Una realtà silenziosa, ma sotto gli occhi di tutti. Basta consultare il sito del tribunale per rendersene conto: a Cremona sono decine gli immobili attualmente all’asta, mentre in tutta la provincia il numero sale a diverse centinaia. Appartamenti, villette, box, ma anche negozi e attività commerciali, quelli mostrati nelle immagini sono ormai destinati alla vendita giudiziaria. Dietro questi annunci non ci sono solo opportunità di investimento, ma soprattutto situazioni di difficoltà economica. Famiglie e imprenditori che, travolti dai debiti, vedono i propri beni espropriati per far fronte alle obbligazioni non più sostenibili. I motivi che possono portare un immobile a finire all’asta sono diversi. Tra i più frequenti ci sono il mancato pagamento del mutuo, con l’avvio della procedura di pignoramento da parte delle banche, ma anche debiti fiscali con l’Agenzia delle Entrate, rate condominiali non saldate o esposizioni verso fornitori e creditori privati. Nel caso delle attività commerciali, a pesare sono spesso il calo dei fatturati, le difficoltà post-pandemia, l’aumento dei costi energetici e l’impossibilità di far fronte ai prestiti contratti negli anni precedenti.

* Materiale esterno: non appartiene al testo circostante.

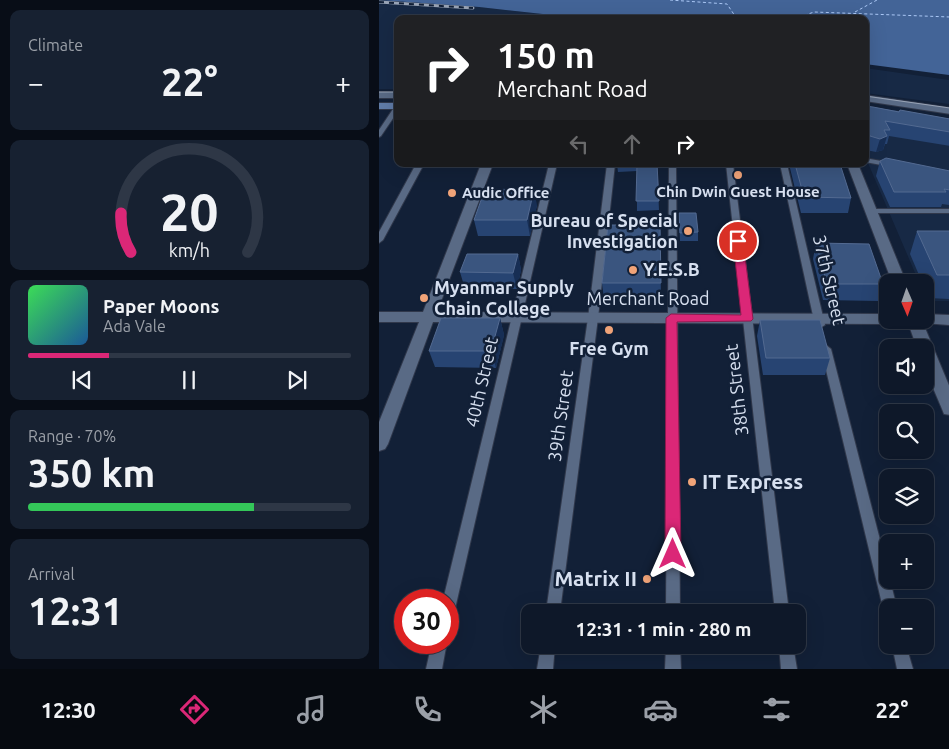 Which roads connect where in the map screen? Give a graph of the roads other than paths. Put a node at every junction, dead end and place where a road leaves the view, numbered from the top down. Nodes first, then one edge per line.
1 (379, 95) edge
2 (394, 95) edge
3 (869, 99) edge
4 (379, 106) edge
5 (394, 108) edge
6 (394, 109) edge
7 (379, 110) edge
8 (949, 111) edge
9 (394, 113) edge
10 (379, 135) edge
11 (869, 161) edge
12 (418, 167) edge
13 (486, 167) edge
14 (552, 167) edge
15 (611, 167) edge
16 (672, 167) edge
17 (729, 167) edge
18 (784, 167) edge
19 (853, 167) edge
20 (903, 167) edge
21 (871, 211) junction
22 (947, 212) edge
23 (949, 221) edge
24 (379, 240) edge
25 (896, 274) edge
26 (379, 317) edge
27 (428, 317) junction
28 (516, 317) junction
29 (593, 318) junction
30 (671, 318) junction
31 (747, 319) junction
32 (819, 319) junction
33 (879, 319) edge
34 (934, 320) edge
35 (949, 320) edge
36 (934, 371) edge
37 (949, 409) edge
38 (379, 444) edge
39 (453, 589) edge
40 (888, 599) edge
41 (554, 604) edge
42 (673, 604) edge
43 (781, 604) edge
44 (437, 654) edge
45 (547, 654) edge
46 (673, 654) edge
47 (787, 654) edge
48 (901, 654) edge
49 (434, 669) edge
50 (545, 669) edge
51 (673, 669) edge
52 (789, 669) edge
53 (905, 669) edge

1 - 2 main road
3 - 8 main road
4 - 5 main road
6 - 7 main road
9 - 10 street
11 - 20 street
12 - 24 street
13 - 27 main road
14 - 28 street, 40th Street
15 - 29 street, 39th Street
16 - 30 street
17 - 31 street, 38th Street
18 - 32 street, 37th Street
19 - 21 main road
21 - 22 street
21 - 25 main road
22 - 23 street
26 - 27 main road, Merchant Road
27 - 28 main road, Merchant Road
27 - 38 main road
28 - 29 main road, Merchant Road
28 - 39 street, 40th Street
29 - 30 main road, Merchant Road
29 - 41 street, 39th Street
30 - 31 main road, Merchant Road
30 - 42 street
31 - 32 main road, Merchant Road
31 - 43 street, 38th Street
32 - 33 main road, Merchant Road
32 - 40 street, 37th Street
34 - 35 main road
36 - 37 main road
44 - 49 street
45 - 50 street
46 - 51 street
47 - 52 street
48 - 53 street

Situazioni che, passo dopo passo, possono sfociare nell’esecuzione immobiliare. Un fenomeno che cresce e che racconta un disagio economico diffuso, spesso vissuto in silenzio. Dietro ogni immobile all’asta c’è una storia di fragilità, di tentativi falliti di rientrare dai debiti e di un equilibrio finanziario che si è spezzato. Le aste giudiziarie restano così uno specchio della crisi: numeri pubblici, consultabili da chiunque, ma che parlano di vite private segnate da difficoltà profonde. Una realtà che a Cremona, oggi più che mai, non può più essere ignorata.